As it happens, 10,000 was one of the most widely quoted figures for fatalities in the immediate aftermath of 9/11, and it was used by both the Daily Mirror and The Times. The Guardian showed more caution, suggesting that the death toll "could run to many thousands" but a Scottish newspaper, the Evening Times, speculated that fatalities might reach 20,000. Within a couple of days the former defence secretary Michael Portillo was invoking comparisons with the Vietnam War, in which nearly 60,000 Americans died; the death toll from the destruction of the World Trade Center alone was "in the same league as major acts of war that have scarred nations for generations", he asserted in The Times. In the Mirror, Tony Parsons agreed, claiming that 9/11 "was like the entire trauma and tragedy of the Vietnam War crammed into a few horrific hours".

These hyperbolic claims should, I think, be read out to students on every media studies course as a cautionary tale. Dreadful as the terrorist attacks were, they did not kill 10,000 people, nor even the 6,275 estimated by the New York authorities shortly afterwards. Two years ago, the city's official death toll was reduced to 2,752, a figure that includes 127 passengers and 20 crew on the two hijacked planes but excludes the hijackers. Adding in the most recent figures I can find for the attack on the Pentagon and the fourth plane which crashed in Pennsylvania brings total 9/11 fatalities to just under 3,000.

This is bad enough, but certainly not on the apocalyptic scale feared immediately after the atrocities. Why didn't the authorities and journalists learn from that experience? My suspicion is that casualty-inflation has two causes: one is the human tendency to rely on anecdotes and impressions. Last December's tsunami in South-east Asia was rare among disasters in that initial estimates hugely underestimated the number of casualties; more often, when catastrophes affect parts of the world we know or empathise with - not immediately the case, I'm afraid, with somewhere like Banda Aceh - dramatic TV pictures and newspaper photographs make it impossible to get a realistic sense of scale. Additionally, gossip and hearsay are sometimes presented as fact; I have little sense of whether all the rapes and murders reported in the New Orleans Superdome took place or were just a fantasy about the wholesale breakdown of civilised values in the world's most powerful nation.
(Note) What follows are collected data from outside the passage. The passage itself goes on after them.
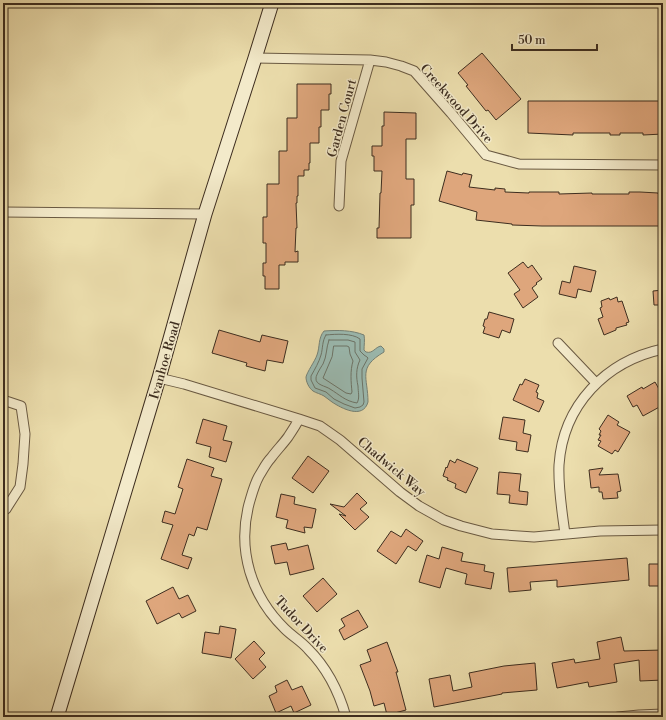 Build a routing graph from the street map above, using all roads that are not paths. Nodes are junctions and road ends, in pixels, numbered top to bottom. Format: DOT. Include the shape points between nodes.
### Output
graph roads {
  1 [pos="272,3"];
  2 [pos="255,58"];
  3 [pos="370,60"];
  4 [pos="663,165"];
  5 [pos="339,206"];
  6 [pos="3,212"];
  7 [pos="205,214"];
  8 [pos="558,343"];
  9 [pos="663,349"];
  10 [pos="159,378"];
  11 [pos="596,383"];
  12 [pos="3,400"];
  13 [pos="299,419"];
  14 [pos="3,511"];
  15 [pos="663,530"];
  16 [pos="565,534"];
  17 [pos="663,714"];
  18 [pos="57,717"];
  19 [pos="346,717"];
  20 [pos="618,717"];
  1 -- 2 [label="main road, Ivanhoe Road"];
  2 -- 3 [label="street, Creekwood Drive"];
  2 -- 7 [label="main road, Ivanhoe Road"];
  3 -- 4 [label="street, Creekwood Drive" via="414,71 486,155 519,164"];
  3 -- 5 [label="street, Garden Court" via="341,162"];
  6 -- 7 [label="street"];
  7 -- 10 [label="main road, Ivanhoe Road"];
  8 -- 11 [label="street"];
  9 -- 11 [label="street" via="632,359"];
  10 -- 13 [label="street, Chadwick Way"];
  10 -- 18 [label="main road, Ivanhoe Road"];
  11 -- 16 [label="street" via="585,395 572,417 564,438 559,463 559,486"];
  12 -- 14 [label="street" via="21,406 25,434 20,487"];
  13 -- 16 [label="street, Chadwick Way" via="320,426 400,492 444,520 492,534 534,537"];
  13 -- 19 [label="street, Tudor Drive" via="270,459 253,490 246,516 247,561 250,575 267,608 319,662 329,676"];
  15 -- 16 [label="street, Chadwick Way"];
  17 -- 20 [label="street"];
}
This brings me to the other factor at work here, which is the way in which political parties perceive the likely effect of a disaster's impact on their fortunes. After the 9/11 attacks, the metaphor almost everyone reached for was war, and we expect wars to involve large numbers of casualties; indeed the higher the death toll, the more justification the Bush administration could find for launching a couple of real wars, with the tragic consequences we see daily in Iraq.

Four years on, that situation was more or less exactly reversed, with the prospect of thousands of fatalities from Hurricane Katrina having the potential to inflict serious damage on what is widely perceived as an inept and uncaring administration. This factor should be borne in mind as see-sawing fatality figures emerge from Louisiana and Mississippi; it is not just real deaths that are at stake here, but the metaphorical death of a divisive and widely despised president.